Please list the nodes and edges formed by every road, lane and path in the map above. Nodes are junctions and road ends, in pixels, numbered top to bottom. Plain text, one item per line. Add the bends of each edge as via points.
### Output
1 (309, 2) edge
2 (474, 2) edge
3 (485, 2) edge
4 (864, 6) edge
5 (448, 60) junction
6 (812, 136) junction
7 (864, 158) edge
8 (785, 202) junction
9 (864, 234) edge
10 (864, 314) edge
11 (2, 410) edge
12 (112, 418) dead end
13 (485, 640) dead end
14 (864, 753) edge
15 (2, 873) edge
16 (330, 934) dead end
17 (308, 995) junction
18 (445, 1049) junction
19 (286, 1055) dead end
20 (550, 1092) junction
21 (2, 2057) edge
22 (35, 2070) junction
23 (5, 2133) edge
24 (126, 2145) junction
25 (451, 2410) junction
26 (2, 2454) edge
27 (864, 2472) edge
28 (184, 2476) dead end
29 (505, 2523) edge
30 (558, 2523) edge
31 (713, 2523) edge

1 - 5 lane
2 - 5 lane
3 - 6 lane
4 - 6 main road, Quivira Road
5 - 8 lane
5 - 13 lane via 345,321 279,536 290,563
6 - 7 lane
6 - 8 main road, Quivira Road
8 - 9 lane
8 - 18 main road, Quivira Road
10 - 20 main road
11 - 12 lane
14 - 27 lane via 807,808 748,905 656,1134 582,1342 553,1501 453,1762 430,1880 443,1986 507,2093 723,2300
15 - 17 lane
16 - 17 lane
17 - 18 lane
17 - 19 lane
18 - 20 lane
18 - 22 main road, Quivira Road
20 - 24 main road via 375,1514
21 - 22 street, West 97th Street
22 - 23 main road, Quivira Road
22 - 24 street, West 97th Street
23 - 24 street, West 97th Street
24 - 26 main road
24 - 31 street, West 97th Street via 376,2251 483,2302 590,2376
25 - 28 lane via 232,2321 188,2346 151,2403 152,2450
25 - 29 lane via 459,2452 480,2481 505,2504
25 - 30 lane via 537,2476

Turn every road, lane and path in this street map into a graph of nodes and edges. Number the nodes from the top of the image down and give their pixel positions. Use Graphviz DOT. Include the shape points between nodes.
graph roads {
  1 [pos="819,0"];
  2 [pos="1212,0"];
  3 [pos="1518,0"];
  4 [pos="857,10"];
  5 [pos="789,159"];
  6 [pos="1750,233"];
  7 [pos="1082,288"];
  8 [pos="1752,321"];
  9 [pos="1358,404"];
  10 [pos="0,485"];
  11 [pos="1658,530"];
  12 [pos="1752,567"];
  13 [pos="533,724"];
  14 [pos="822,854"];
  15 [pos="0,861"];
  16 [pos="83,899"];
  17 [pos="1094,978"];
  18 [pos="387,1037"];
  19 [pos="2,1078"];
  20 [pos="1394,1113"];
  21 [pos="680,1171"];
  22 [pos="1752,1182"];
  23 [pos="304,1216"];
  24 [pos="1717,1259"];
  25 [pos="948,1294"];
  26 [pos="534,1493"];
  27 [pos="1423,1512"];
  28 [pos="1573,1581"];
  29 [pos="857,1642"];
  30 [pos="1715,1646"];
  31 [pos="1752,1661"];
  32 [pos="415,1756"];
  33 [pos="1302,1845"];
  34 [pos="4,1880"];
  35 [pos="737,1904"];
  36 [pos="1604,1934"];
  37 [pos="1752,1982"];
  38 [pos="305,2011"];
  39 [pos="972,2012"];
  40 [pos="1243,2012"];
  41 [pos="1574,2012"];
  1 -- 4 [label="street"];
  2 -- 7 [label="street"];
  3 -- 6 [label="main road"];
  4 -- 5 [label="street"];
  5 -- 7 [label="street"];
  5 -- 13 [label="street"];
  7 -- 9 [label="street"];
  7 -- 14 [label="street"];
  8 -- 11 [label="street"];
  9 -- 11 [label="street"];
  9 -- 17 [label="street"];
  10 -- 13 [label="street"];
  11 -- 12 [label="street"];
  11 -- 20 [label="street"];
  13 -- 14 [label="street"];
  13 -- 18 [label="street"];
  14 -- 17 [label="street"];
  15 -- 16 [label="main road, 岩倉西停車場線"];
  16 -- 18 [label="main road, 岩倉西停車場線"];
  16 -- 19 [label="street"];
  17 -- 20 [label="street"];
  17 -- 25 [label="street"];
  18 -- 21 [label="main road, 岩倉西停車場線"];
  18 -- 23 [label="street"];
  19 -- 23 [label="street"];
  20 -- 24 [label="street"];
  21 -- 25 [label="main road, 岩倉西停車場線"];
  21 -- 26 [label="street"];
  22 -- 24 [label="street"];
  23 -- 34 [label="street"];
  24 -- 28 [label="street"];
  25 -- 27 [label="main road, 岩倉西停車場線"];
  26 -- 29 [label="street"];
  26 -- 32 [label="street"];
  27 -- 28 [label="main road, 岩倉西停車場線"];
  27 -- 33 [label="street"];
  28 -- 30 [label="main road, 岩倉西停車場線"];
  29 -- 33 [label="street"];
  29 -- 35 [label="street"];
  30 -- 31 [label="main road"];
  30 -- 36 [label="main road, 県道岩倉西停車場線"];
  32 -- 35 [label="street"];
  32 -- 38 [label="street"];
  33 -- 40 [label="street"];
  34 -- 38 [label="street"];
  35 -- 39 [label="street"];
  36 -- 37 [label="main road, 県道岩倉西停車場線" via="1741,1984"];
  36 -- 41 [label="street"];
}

══════════

Could you give the data again, word for word?

■ **The answer**:
Please list the nodes and edges formed by every road, lane and path in the map above. Nodes are junctions and road ends, in pixels, numbered top to bottom. Plain text, one item per line. Add the bends of each edge as via points.
### Output
1 (309, 2) edge
2 (474, 2) edge
3 (485, 2) edge
4 (864, 6) edge
5 (448, 60) junction
6 (812, 136) junction
7 (864, 158) edge
8 (785, 202) junction
9 (864, 234) edge
10 (864, 314) edge
11 (2, 410) edge
12 (112, 418) dead end
13 (485, 640) dead end
14 (864, 753) edge
15 (2, 873) edge
16 (330, 934) dead end
17 (308, 995) junction
18 (445, 1049) junction
19 (286, 1055) dead end
20 (550, 1092) junction
21 (2, 2057) edge
22 (35, 2070) junction
23 (5, 2133) edge
24 (126, 2145) junction
25 (451, 2410) junction
26 (2, 2454) edge
27 (864, 2472) edge
28 (184, 2476) dead end
29 (505, 2523) edge
30 (558, 2523) edge
31 (713, 2523) edge

1 - 5 lane
2 - 5 lane
3 - 6 lane
4 - 6 main road, Quivira Road
5 - 8 lane
5 - 13 lane via 345,321 279,536 290,563
6 - 7 lane
6 - 8 main road, Quivira Road
8 - 9 lane
8 - 18 main road, Quivira Road
10 - 20 main road
11 - 12 lane
14 - 27 lane via 807,808 748,905 656,1134 582,1342 553,1501 453,1762 430,1880 443,1986 507,2093 723,2300
15 - 17 lane
16 - 17 lane
17 - 18 lane
17 - 19 lane
18 - 20 lane
18 - 22 main road, Quivira Road
20 - 24 main road via 375,1514
21 - 22 street, West 97th Street
22 - 23 main road, Quivira Road
22 - 24 street, West 97th Street
23 - 24 street, West 97th Street
24 - 26 main road
24 - 31 street, West 97th Street via 376,2251 483,2302 590,2376
25 - 28 lane via 232,2321 188,2346 151,2403 152,2450
25 - 29 lane via 459,2452 480,2481 505,2504
25 - 30 lane via 537,2476

Turn every road, lane and path in this street map into a graph of nodes and edges. Number the nodes from the top of the image down and give their pixel positions. Use Graphviz DOT. Include the shape points between nodes.
graph roads {
  1 [pos="819,0"];
  2 [pos="1212,0"];
  3 [pos="1518,0"];
  4 [pos="857,10"];
  5 [pos="789,159"];
  6 [pos="1750,233"];
  7 [pos="1082,288"];
  8 [pos="1752,321"];
  9 [pos="1358,404"];
  10 [pos="0,485"];
  11 [pos="1658,530"];
  12 [pos="1752,567"];
  13 [pos="533,724"];
  14 [pos="822,854"];
  15 [pos="0,861"];
  16 [pos="83,899"];
  17 [pos="1094,978"];
  18 [pos="387,1037"];
  19 [pos="2,1078"];
  20 [pos="1394,1113"];
  21 [pos="680,1171"];
  22 [pos="1752,1182"];
  23 [pos="304,1216"];
  24 [pos="1717,1259"];
  25 [pos="948,1294"];
  26 [pos="534,1493"];
  27 [pos="1423,1512"];
  28 [pos="1573,1581"];
  29 [pos="857,1642"];
  30 [pos="1715,1646"];
  31 [pos="1752,1661"];
  32 [pos="415,1756"];
  33 [pos="1302,1845"];
  34 [pos="4,1880"];
  35 [pos="737,1904"];
  36 [pos="1604,1934"];
  37 [pos="1752,1982"];
  38 [pos="305,2011"];
  39 [pos="972,2012"];
  40 [pos="1243,2012"];
  41 [pos="1574,2012"];
  1 -- 4 [label="street"];
  2 -- 7 [label="street"];
  3 -- 6 [label="main road"];
  4 -- 5 [label="street"];
  5 -- 7 [label="street"];
  5 -- 13 [label="street"];
  7 -- 9 [label="street"];
  7 -- 14 [label="street"];
  8 -- 11 [label="street"];
  9 -- 11 [label="street"];
  9 -- 17 [label="street"];
  10 -- 13 [label="street"];
  11 -- 12 [label="street"];
  11 -- 20 [label="street"];
  13 -- 14 [label="street"];
  13 -- 18 [label="street"];
  14 -- 17 [label="street"];
  15 -- 16 [label="main road, 岩倉西停車場線"];
  16 -- 18 [label="main road, 岩倉西停車場線"];
  16 -- 19 [label="street"];
  17 -- 20 [label="street"];
  17 -- 25 [label="street"];
  18 -- 21 [label="main road, 岩倉西停車場線"];
  18 -- 23 [label="street"];
  19 -- 23 [label="street"];
  20 -- 24 [label="street"];
  21 -- 25 [label="main road, 岩倉西停車場線"];
  21 -- 26 [label="street"];
  22 -- 24 [label="street"];
  23 -- 34 [label="street"];
  24 -- 28 [label="street"];
  25 -- 27 [label="main road, 岩倉西停車場線"];
  26 -- 29 [label="street"];
  26 -- 32 [label="street"];
  27 -- 28 [label="main road, 岩倉西停車場線"];
  27 -- 33 [label="street"];
  28 -- 30 [label="main road, 岩倉西停車場線"];
  29 -- 33 [label="street"];
  29 -- 35 [label="street"];
  30 -- 31 [label="main road"];
  30 -- 36 [label="main road, 県道岩倉西停車場線"];
  32 -- 35 [label="street"];
  32 -- 38 [label="street"];
  33 -- 40 [label="street"];
  34 -- 38 [label="street"];
  35 -- 39 [label="street"];
  36 -- 37 [label="main road, 県道岩倉西停車場線" via="1741,1984"];
  36 -- 41 [label="street"];
}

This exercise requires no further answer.